First skyscraper opens its doors at World Trade Centre
THE first skyscraper at lower Manhattan's World Trade Centre opened with two days of ceremonies to mark the renewal of the area after its destruction by terrorists. When the fanfare subsides, the task will be filling the 40pc of the tower that's empty.
"We feel a real sense of accomplishment for having made it to this place," said Janno Lieber, president of the company that built the 72-storey 4 World Trade Centre.
It means the site is "really becoming part of New York again."
He predicts the property's allure for companies will shine through as the construction fences come down. Lieber's firm, a unit of developer Silverstein Properties, has to fill a million square feet of offices.
The only tenants at the 2.3 million-square-foot 4 World Trade tower are two government agencies that committed to the project in 2006 to help jump-start rebuilding at Ground Zero.
As the World Trade Centre takes its first steps toward once again becoming a vibrant office district, it faces "a very competitive environment" that probably will remain for the next few years, said Michael Cohen, tri-state regional president of brokerage Colliers International.
The first tower's debut and the completion in January of 1 World Trade Centre will add 2.4 million sq ft of unleased space, testing a downtown market that's already contending with more than 6 million sq ft of offices left behind by shrinking financial companies.
"This is the thin end of the wedge of a large supply of class A space that will be accumulating in the Trade Centre area," Cohen, in an interview, said of 4 World Trade.
"At the end of the day, supply and demand will determine what that space trades for.
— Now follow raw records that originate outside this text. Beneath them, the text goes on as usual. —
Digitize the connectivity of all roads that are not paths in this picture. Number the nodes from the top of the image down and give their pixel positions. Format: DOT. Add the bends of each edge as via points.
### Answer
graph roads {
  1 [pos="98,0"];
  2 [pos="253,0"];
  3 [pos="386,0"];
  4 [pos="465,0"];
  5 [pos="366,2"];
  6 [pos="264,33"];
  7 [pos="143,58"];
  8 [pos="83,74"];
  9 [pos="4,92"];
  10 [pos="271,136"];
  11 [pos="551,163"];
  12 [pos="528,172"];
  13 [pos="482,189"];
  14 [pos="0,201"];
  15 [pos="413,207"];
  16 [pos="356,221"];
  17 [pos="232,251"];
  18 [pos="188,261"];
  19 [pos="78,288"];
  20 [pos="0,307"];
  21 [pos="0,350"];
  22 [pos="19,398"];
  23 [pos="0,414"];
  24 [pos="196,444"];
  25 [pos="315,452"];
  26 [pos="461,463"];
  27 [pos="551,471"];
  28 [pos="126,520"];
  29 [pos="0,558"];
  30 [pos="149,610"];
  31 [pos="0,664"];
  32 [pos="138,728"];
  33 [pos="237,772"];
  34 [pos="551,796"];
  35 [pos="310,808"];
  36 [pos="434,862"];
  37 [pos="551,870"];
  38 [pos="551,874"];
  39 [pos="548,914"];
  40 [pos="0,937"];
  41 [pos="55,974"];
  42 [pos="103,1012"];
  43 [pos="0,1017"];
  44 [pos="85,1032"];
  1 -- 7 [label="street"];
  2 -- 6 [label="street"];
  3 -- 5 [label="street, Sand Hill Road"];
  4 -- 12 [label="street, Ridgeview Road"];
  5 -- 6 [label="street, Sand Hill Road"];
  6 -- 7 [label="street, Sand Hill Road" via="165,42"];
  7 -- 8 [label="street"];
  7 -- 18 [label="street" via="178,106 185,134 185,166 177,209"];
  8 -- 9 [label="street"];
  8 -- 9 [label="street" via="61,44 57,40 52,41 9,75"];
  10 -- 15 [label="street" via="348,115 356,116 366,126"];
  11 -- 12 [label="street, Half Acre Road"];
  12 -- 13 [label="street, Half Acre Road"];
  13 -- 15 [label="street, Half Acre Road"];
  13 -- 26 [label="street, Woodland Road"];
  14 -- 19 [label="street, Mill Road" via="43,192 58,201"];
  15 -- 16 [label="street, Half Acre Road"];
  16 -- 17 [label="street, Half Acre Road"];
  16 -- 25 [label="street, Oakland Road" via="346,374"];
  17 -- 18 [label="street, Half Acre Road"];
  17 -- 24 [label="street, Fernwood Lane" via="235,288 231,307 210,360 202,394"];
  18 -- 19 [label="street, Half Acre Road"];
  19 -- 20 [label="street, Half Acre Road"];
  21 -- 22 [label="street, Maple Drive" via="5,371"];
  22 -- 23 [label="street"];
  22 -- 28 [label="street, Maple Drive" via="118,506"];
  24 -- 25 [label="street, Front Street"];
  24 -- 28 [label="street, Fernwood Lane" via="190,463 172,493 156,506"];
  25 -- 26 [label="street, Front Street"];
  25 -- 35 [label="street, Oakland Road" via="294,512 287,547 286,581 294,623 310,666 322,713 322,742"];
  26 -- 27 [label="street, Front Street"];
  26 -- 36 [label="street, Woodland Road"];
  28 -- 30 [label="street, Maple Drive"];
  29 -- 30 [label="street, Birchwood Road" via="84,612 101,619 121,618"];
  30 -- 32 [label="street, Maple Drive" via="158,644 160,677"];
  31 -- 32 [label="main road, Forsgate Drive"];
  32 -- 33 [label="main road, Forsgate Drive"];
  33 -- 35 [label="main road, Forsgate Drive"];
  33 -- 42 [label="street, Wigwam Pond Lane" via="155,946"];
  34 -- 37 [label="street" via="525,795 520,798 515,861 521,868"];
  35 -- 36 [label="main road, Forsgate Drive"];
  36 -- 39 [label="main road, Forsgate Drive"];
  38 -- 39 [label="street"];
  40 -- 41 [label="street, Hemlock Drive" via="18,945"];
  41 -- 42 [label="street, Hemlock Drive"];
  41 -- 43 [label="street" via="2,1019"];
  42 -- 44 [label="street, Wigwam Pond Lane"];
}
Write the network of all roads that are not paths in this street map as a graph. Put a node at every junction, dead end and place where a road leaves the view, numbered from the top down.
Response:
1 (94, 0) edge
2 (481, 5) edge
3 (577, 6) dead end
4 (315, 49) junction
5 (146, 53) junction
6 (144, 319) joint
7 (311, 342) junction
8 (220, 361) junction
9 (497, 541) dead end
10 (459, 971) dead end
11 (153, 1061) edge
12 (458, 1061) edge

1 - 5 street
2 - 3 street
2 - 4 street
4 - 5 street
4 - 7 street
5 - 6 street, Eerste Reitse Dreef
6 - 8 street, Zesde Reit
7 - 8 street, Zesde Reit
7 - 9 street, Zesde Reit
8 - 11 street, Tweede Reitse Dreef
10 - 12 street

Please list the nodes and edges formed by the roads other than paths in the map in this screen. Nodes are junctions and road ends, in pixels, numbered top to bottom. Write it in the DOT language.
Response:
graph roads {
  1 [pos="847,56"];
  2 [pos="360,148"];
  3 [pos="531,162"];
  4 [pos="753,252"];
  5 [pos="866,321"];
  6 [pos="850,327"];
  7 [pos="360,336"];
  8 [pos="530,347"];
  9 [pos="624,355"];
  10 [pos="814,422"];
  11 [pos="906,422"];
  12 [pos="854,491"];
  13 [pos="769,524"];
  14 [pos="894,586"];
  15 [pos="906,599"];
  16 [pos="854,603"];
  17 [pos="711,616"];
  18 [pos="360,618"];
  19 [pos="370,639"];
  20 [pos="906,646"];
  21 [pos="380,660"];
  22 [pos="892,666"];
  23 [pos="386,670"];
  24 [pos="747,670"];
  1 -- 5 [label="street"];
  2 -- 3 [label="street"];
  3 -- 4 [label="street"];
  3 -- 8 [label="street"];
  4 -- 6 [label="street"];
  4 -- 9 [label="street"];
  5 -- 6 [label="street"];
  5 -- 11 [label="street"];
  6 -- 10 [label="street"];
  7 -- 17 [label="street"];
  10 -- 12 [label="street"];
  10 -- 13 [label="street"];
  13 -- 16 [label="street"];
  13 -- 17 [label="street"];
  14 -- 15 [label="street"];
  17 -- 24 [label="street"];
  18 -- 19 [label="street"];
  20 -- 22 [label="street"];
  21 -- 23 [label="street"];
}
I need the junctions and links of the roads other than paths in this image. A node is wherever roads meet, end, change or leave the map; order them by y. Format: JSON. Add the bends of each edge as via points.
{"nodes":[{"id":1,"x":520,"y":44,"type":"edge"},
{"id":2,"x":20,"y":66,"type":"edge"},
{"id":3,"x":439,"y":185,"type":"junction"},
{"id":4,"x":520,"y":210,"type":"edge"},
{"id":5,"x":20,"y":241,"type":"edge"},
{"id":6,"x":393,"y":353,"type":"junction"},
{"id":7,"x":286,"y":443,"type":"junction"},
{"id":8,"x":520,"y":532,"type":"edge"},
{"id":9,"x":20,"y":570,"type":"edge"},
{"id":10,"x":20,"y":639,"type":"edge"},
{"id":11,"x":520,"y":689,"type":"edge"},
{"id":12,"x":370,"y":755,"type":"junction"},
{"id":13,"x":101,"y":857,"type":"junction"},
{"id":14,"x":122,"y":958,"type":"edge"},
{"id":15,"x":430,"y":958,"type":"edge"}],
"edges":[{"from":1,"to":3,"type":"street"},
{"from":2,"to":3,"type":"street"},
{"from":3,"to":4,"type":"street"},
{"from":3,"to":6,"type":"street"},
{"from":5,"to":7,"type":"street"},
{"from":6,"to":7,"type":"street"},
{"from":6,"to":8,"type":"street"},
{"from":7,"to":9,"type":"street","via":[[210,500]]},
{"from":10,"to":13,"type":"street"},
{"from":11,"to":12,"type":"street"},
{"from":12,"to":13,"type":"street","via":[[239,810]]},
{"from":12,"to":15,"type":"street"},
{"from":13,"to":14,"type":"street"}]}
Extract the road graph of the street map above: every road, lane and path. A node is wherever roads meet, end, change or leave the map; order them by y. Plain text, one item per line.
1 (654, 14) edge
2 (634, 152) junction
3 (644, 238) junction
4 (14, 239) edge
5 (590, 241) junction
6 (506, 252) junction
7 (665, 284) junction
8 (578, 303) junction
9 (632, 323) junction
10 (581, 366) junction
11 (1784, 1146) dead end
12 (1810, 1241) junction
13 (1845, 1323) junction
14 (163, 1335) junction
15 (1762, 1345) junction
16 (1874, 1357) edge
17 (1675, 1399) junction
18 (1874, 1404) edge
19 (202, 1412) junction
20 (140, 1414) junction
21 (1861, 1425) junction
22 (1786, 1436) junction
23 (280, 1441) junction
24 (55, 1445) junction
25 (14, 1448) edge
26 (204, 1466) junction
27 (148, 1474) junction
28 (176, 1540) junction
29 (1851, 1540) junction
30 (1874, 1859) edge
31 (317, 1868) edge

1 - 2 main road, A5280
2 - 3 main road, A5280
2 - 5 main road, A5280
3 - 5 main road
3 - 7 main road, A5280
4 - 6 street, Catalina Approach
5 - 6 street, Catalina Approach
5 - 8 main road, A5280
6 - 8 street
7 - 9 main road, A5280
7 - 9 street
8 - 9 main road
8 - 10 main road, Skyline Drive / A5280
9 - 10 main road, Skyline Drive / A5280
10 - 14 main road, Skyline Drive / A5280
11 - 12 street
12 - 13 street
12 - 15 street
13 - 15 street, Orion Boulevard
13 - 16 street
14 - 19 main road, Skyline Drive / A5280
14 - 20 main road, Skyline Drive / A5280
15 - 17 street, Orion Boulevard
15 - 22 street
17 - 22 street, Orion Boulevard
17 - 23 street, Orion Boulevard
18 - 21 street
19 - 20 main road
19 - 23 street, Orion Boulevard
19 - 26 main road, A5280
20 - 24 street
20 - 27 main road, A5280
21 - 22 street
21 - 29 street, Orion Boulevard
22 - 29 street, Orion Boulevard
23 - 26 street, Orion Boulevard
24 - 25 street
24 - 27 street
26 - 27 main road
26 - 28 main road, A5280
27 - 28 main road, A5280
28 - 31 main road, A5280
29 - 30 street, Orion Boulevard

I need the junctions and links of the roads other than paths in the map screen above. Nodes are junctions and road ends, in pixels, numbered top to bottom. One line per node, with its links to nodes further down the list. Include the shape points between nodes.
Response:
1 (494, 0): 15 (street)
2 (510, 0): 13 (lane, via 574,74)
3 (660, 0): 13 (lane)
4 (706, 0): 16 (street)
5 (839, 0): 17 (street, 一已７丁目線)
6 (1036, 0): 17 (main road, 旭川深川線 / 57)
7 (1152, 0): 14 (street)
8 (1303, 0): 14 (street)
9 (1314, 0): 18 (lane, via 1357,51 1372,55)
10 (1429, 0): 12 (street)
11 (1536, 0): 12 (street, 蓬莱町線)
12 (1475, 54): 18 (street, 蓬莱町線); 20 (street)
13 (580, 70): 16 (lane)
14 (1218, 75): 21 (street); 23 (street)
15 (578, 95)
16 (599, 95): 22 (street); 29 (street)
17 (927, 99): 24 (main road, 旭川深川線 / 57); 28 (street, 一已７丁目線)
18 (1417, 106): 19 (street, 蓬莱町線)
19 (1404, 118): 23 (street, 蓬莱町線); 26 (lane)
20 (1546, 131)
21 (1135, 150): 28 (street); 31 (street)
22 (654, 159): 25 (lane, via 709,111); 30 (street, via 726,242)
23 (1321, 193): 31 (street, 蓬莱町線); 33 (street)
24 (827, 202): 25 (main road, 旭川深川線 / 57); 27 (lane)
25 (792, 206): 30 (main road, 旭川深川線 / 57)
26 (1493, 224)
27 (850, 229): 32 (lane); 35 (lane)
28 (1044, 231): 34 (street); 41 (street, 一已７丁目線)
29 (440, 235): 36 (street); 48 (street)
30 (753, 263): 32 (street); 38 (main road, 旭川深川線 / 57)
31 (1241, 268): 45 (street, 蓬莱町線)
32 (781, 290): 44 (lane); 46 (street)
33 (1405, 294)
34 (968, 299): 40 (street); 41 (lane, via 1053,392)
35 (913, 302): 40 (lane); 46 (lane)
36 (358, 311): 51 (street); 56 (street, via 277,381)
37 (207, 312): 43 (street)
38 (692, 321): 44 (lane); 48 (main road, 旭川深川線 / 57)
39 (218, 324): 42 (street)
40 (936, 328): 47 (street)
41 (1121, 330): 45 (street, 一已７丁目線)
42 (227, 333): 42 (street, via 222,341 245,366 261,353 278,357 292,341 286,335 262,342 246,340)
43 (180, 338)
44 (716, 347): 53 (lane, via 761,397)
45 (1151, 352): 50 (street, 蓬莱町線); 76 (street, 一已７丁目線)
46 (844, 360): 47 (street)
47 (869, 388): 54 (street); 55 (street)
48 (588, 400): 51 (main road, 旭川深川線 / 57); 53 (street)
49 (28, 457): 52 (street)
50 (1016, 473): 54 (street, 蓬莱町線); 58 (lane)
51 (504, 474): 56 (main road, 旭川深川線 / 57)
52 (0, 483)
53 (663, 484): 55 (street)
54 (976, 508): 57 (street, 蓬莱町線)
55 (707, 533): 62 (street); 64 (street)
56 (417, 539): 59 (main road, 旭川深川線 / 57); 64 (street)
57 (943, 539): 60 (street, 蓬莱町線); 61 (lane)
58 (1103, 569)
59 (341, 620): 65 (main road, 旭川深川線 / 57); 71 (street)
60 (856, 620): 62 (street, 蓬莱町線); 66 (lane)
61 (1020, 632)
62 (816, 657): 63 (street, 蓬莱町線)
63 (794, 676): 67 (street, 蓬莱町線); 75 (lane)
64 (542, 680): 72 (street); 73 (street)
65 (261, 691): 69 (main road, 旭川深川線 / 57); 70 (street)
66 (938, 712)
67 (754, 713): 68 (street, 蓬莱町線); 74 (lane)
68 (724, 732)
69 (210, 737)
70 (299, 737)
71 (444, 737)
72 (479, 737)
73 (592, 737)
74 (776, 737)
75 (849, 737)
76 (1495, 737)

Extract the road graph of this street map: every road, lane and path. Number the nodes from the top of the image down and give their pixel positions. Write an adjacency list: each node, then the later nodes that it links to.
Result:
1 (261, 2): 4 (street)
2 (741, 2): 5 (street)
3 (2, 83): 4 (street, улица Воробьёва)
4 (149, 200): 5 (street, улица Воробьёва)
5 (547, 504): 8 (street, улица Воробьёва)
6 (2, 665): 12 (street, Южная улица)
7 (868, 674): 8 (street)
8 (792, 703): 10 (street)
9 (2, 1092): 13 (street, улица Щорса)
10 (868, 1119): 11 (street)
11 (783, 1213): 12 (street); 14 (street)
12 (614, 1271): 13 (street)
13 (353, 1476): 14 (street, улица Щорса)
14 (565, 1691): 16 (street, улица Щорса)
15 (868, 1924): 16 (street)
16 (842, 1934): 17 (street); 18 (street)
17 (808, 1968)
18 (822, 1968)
You have three of the city's most deep-pocketed and sophisticated landlords that will be going toe-to-toe. I look forward to observing the outcome."
Silverstein Properties, whose chairman is Larry Silverstein, is competing for tenants with Douglas Durst, who teamed with the Port Authority of New York and New Jersey to build 1 World Trade Centre.
About 45pc of that skyscraper's 3 million sq ft are unspoken for.
The third landlord is Brookfield Office Properties, whose Brookfield Place complex just to the west has about 2.7 million sq ft of former Merrill Lynch space that's unrented.
The tenants that have committed to leases at 4 World Trade are the Port Authority, owner of the Ground Zero site, and New York City, which plans to move its Human Resources Administration there.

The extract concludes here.